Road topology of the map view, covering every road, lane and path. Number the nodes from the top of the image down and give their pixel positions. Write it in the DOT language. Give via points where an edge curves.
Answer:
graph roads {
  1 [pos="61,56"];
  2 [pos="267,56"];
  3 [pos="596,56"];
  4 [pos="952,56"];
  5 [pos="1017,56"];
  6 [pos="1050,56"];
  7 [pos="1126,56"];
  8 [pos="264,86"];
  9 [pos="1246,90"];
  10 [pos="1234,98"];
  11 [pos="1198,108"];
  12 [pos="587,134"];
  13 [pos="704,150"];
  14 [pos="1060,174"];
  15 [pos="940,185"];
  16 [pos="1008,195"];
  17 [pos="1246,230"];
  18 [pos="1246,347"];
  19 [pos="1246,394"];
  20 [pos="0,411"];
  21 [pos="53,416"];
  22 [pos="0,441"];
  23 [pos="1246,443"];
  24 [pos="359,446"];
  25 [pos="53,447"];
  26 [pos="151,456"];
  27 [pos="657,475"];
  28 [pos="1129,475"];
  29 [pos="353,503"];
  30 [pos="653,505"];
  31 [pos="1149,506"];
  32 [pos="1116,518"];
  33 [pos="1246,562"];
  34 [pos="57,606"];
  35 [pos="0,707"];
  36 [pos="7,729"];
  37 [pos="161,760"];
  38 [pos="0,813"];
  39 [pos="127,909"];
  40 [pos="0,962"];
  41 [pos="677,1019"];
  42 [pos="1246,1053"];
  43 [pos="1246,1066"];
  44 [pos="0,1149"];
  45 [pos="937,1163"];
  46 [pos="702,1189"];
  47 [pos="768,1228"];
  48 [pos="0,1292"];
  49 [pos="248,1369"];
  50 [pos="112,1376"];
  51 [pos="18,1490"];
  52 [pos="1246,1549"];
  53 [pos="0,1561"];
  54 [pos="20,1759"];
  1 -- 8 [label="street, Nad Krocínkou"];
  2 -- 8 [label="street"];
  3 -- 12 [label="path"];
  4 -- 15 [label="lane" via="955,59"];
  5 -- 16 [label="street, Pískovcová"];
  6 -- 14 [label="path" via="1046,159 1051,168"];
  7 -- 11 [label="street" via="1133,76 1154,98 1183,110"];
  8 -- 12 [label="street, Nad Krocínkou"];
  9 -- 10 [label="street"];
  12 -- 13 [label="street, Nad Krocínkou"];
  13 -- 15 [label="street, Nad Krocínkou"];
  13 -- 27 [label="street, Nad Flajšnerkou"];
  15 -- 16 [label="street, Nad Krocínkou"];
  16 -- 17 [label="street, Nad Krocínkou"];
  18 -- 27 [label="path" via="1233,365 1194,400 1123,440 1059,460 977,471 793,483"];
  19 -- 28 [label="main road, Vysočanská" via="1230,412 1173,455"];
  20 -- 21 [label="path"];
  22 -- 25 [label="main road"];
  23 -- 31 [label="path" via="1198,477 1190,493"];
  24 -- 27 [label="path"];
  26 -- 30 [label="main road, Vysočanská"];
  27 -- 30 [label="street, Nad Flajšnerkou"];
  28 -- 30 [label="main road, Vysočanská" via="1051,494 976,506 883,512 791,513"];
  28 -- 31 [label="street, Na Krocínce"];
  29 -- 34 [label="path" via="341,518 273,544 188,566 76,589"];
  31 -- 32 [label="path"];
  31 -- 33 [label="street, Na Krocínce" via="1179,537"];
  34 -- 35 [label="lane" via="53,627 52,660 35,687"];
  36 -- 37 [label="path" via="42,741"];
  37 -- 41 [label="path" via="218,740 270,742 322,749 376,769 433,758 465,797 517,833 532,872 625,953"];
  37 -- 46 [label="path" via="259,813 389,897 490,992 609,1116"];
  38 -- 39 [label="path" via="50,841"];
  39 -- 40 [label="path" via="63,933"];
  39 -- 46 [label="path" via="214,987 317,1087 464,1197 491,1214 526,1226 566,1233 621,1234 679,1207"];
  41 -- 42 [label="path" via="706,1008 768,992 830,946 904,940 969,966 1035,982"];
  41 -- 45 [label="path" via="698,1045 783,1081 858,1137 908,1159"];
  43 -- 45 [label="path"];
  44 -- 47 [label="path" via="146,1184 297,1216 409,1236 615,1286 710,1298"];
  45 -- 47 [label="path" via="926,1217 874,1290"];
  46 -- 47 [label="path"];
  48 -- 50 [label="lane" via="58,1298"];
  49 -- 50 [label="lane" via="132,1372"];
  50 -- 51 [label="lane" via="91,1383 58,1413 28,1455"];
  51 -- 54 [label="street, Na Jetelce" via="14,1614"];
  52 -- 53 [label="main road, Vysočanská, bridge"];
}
────────
_About this task_: Report how many lines of the data above hold the string "Krocínce". Nothing else belongs in the answer.

_Reply to the exercise_: 2